• [Task description]:
For each record below, write an exact copy.

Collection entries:

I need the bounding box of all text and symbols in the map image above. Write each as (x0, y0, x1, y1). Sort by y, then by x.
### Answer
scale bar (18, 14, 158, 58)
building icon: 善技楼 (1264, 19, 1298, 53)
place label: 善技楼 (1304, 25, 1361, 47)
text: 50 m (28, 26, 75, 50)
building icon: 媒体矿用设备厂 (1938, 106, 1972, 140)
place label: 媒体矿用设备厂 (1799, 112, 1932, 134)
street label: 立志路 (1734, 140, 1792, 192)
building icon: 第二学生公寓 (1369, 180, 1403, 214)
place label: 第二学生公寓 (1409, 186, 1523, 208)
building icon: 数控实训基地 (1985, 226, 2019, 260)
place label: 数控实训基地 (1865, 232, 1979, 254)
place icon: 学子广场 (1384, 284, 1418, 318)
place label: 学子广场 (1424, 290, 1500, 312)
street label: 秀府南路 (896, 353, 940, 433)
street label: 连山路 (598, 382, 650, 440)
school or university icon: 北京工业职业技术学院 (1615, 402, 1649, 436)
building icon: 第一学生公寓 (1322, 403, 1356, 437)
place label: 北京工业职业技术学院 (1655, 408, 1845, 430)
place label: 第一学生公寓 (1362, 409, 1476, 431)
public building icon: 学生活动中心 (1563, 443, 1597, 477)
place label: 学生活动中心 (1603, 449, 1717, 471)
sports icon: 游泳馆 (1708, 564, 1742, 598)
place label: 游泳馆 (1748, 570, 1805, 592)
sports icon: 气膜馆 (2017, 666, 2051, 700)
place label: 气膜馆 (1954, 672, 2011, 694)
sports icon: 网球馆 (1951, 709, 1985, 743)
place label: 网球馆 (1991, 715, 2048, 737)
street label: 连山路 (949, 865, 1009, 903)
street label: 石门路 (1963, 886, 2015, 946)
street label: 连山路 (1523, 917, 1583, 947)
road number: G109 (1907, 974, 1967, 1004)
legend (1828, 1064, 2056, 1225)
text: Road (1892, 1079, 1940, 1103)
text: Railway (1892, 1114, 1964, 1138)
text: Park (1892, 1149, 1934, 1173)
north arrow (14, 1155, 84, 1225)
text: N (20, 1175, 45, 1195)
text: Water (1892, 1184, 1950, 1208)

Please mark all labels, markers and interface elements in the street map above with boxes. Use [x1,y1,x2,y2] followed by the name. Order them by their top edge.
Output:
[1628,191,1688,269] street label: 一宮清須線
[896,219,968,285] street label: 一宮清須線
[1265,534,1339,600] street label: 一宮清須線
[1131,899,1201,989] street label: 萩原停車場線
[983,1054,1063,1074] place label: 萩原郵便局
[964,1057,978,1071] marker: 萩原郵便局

• [Response to the exercise]:
I need the bounding box of all text and symbols in the map image above. Write each as (x0, y0, x1, y1). Sort by y, then by x.
### Answer
scale bar (18, 14, 158, 58)
building icon: 善技楼 (1264, 19, 1298, 53)
place label: 善技楼 (1304, 25, 1361, 47)
text: 50 m (28, 26, 75, 50)
building icon: 媒体矿用设备厂 (1938, 106, 1972, 140)
place label: 媒体矿用设备厂 (1799, 112, 1932, 134)
street label: 立志路 (1734, 140, 1792, 192)
building icon: 第二学生公寓 (1369, 180, 1403, 214)
place label: 第二学生公寓 (1409, 186, 1523, 208)
building icon: 数控实训基地 (1985, 226, 2019, 260)
place label: 数控实训基地 (1865, 232, 1979, 254)
place icon: 学子广场 (1384, 284, 1418, 318)
place label: 学子广场 (1424, 290, 1500, 312)
street label: 秀府南路 (896, 353, 940, 433)
street label: 连山路 (598, 382, 650, 440)
school or university icon: 北京工业职业技术学院 (1615, 402, 1649, 436)
building icon: 第一学生公寓 (1322, 403, 1356, 437)
place label: 北京工业职业技术学院 (1655, 408, 1845, 430)
place label: 第一学生公寓 (1362, 409, 1476, 431)
public building icon: 学生活动中心 (1563, 443, 1597, 477)
place label: 学生活动中心 (1603, 449, 1717, 471)
sports icon: 游泳馆 (1708, 564, 1742, 598)
place label: 游泳馆 (1748, 570, 1805, 592)
sports icon: 气膜馆 (2017, 666, 2051, 700)
place label: 气膜馆 (1954, 672, 2011, 694)
sports icon: 网球馆 (1951, 709, 1985, 743)
place label: 网球馆 (1991, 715, 2048, 737)
street label: 连山路 (949, 865, 1009, 903)
street label: 石门路 (1963, 886, 2015, 946)
street label: 连山路 (1523, 917, 1583, 947)
road number: G109 (1907, 974, 1967, 1004)
legend (1828, 1064, 2056, 1225)
text: Road (1892, 1079, 1940, 1103)
text: Railway (1892, 1114, 1964, 1138)
text: Park (1892, 1149, 1934, 1173)
north arrow (14, 1155, 84, 1225)
text: N (20, 1175, 45, 1195)
text: Water (1892, 1184, 1950, 1208)

Please mark all labels, markers and interface elements in the street map above with boxes. Use [x1,y1,x2,y2] followed by the name. Order them by their top edge.
Output:
[1628,191,1688,269] street label: 一宮清須線
[896,219,968,285] street label: 一宮清須線
[1265,534,1339,600] street label: 一宮清須線
[1131,899,1201,989] street label: 萩原停車場線
[983,1054,1063,1074] place label: 萩原郵便局
[964,1057,978,1071] marker: 萩原郵便局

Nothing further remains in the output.